▶ **What to work on**
Your answer should be one number: the count of lines in these entries that hold the word "paths".

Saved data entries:
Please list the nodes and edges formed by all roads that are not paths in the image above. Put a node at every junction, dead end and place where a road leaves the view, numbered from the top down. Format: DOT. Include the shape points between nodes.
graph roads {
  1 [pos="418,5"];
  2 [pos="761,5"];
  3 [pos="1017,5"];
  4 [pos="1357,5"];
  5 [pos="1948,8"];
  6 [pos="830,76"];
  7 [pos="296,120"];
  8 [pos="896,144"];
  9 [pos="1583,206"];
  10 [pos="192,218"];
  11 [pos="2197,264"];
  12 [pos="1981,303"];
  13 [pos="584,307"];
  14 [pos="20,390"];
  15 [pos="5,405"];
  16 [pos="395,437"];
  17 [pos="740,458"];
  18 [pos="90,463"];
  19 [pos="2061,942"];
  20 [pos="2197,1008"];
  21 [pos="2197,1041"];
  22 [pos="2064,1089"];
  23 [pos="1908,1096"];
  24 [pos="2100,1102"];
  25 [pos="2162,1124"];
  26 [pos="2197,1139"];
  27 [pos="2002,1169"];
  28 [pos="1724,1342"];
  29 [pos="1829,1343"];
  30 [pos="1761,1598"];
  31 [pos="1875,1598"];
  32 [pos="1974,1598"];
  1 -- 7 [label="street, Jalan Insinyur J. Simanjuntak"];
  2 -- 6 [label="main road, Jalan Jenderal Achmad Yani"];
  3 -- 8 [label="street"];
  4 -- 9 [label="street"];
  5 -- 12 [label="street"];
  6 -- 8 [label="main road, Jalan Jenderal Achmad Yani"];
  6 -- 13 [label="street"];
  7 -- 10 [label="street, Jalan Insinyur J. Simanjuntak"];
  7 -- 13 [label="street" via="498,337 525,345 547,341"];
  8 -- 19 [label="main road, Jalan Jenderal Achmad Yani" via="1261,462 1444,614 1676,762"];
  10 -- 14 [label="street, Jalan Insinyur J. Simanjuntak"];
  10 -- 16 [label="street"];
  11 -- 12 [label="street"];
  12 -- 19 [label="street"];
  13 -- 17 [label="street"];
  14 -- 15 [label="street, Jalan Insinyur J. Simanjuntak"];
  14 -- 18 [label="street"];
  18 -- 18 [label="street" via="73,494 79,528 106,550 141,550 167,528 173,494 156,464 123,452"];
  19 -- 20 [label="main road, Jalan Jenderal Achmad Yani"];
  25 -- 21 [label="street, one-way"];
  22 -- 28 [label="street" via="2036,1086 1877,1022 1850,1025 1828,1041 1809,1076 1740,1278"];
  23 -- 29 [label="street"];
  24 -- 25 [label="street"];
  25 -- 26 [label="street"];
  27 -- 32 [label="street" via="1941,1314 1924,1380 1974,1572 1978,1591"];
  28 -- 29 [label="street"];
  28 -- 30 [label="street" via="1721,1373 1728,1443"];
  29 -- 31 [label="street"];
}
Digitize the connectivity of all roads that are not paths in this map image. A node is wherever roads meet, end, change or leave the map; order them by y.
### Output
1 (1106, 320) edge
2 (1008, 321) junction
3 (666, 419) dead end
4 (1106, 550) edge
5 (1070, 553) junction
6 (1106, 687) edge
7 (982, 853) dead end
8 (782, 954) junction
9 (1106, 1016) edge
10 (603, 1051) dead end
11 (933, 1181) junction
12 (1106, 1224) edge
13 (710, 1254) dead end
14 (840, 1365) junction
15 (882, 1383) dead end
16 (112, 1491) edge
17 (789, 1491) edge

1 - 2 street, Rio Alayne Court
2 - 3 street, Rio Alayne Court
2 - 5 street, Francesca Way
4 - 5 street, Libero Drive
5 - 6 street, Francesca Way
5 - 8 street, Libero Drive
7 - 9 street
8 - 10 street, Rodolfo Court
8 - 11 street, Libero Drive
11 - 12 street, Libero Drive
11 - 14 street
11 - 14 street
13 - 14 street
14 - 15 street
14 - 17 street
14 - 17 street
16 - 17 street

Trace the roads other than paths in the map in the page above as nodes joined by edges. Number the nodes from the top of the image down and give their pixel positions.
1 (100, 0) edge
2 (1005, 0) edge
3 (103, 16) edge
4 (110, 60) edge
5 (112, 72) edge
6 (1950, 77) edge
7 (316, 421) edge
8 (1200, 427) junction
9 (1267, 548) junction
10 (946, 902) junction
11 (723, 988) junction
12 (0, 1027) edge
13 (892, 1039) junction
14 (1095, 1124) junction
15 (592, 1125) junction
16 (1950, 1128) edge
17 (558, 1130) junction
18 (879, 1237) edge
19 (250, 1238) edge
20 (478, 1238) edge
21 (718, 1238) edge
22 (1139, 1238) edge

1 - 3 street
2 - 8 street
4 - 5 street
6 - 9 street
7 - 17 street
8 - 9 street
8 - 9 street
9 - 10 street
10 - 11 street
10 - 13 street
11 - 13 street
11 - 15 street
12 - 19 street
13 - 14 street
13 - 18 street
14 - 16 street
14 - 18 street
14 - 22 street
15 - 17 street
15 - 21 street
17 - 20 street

▶ **Expected output**
3